■ **Material to process**

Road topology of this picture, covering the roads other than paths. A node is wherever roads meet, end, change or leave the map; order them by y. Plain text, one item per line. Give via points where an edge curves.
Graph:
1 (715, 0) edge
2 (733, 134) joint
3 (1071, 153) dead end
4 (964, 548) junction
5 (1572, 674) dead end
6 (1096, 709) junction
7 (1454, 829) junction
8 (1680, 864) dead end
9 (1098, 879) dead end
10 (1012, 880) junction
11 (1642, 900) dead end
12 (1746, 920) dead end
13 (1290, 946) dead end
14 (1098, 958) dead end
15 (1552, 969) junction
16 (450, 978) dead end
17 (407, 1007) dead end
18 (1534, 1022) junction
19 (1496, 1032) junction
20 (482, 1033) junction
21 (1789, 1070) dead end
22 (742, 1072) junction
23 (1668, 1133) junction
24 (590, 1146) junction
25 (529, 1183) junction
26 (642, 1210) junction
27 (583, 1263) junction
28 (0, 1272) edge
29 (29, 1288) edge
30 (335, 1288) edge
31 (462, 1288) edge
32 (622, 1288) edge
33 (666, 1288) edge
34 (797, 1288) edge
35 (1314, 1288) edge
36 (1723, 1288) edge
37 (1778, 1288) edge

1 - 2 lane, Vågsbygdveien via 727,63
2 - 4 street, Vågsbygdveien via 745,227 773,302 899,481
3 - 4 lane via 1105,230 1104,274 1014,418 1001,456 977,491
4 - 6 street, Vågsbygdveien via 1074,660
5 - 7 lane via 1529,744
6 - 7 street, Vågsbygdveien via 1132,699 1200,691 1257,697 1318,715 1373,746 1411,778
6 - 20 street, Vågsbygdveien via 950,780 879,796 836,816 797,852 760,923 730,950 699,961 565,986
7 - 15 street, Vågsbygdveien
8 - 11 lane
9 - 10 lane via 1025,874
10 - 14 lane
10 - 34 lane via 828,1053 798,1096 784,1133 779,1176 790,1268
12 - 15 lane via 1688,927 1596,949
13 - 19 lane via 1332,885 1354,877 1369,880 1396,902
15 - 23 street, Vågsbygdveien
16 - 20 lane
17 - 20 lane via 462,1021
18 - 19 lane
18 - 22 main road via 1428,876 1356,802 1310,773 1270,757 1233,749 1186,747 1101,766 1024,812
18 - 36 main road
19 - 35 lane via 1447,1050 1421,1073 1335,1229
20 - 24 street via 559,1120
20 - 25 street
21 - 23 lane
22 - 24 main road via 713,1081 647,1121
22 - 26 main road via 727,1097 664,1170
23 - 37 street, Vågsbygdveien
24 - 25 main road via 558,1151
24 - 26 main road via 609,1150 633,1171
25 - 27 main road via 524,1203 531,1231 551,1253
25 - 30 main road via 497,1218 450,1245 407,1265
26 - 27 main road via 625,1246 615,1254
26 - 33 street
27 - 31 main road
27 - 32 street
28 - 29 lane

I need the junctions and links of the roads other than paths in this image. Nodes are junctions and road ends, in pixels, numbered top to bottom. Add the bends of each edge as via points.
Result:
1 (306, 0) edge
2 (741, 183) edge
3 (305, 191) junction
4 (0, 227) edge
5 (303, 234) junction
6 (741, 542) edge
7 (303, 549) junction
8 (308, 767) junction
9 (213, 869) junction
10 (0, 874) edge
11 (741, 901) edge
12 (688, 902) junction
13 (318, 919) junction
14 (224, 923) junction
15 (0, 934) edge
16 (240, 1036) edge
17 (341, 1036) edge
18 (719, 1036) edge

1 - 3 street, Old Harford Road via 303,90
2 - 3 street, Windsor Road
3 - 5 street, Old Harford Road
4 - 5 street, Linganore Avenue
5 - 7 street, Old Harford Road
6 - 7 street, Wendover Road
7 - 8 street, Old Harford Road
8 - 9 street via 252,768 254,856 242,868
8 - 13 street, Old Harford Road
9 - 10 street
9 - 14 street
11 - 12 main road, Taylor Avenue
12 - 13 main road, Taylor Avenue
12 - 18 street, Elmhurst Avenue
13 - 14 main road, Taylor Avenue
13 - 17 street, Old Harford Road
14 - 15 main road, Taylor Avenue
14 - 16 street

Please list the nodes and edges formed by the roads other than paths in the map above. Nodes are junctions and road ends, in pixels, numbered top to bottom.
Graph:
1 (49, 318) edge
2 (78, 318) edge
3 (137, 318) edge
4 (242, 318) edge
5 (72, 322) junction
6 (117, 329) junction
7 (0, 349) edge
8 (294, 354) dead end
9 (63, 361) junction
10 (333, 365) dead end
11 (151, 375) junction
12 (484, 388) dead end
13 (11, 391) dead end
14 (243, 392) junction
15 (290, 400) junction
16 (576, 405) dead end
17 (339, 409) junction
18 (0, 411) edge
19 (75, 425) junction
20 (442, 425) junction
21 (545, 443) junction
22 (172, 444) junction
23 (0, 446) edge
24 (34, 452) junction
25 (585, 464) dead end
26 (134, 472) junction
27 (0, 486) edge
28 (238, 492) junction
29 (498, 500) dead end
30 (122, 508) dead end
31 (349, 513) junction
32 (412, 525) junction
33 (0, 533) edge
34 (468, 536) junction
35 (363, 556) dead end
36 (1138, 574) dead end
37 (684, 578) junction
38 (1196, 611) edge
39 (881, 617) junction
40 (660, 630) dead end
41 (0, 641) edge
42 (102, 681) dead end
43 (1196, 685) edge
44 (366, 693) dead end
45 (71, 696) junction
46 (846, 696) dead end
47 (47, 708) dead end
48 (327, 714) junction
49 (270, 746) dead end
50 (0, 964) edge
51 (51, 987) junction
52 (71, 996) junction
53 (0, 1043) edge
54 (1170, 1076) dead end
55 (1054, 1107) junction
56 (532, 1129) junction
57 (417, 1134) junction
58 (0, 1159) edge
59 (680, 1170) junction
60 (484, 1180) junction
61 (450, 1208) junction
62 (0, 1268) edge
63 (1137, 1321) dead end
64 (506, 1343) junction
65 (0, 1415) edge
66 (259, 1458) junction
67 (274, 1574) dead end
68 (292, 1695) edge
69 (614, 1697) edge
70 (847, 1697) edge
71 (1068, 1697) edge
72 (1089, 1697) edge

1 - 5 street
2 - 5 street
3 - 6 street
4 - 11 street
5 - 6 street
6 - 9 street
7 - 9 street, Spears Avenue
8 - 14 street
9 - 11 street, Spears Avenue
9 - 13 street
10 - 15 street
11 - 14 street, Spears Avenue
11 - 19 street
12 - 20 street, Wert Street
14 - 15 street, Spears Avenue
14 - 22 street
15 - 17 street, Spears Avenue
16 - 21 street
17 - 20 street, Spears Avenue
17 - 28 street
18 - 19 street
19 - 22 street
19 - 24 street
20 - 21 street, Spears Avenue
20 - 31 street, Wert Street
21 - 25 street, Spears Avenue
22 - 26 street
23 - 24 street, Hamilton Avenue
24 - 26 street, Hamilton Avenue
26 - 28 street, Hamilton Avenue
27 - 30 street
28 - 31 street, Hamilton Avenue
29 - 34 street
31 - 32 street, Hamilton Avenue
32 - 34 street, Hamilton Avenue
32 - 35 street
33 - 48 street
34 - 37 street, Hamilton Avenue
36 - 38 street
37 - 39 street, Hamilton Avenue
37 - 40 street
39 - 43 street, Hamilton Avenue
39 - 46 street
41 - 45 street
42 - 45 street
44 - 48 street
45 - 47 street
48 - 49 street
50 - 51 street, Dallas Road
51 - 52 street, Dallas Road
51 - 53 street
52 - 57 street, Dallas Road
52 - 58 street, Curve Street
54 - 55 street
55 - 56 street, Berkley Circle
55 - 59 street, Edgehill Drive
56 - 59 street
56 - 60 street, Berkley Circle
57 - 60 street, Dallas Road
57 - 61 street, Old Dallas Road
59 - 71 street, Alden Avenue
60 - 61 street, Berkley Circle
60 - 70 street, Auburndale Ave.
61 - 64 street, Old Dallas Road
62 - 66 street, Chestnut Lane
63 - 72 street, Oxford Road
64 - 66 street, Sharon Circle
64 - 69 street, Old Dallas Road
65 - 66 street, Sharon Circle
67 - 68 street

■ **Prompt**
Look through the entries, and return every line that the word "roads" appears in.

■ **Response to this exercise**
Road topology of this picture, covering the roads other than paths. A node is wherever roads meet, end, change or leave the map; order them by y. Plain text, one item per line. Give via points where an edge curves.
I need the junctions and links of the roads other than paths in this image. Nodes are junctions and road ends, in pixels, numbered top to bottom. Add the bends of each edge as via points.
Please list the nodes and edges formed by the roads other than paths in the map above. Nodes are junctions and road ends, in pixels, numbered top to bottom.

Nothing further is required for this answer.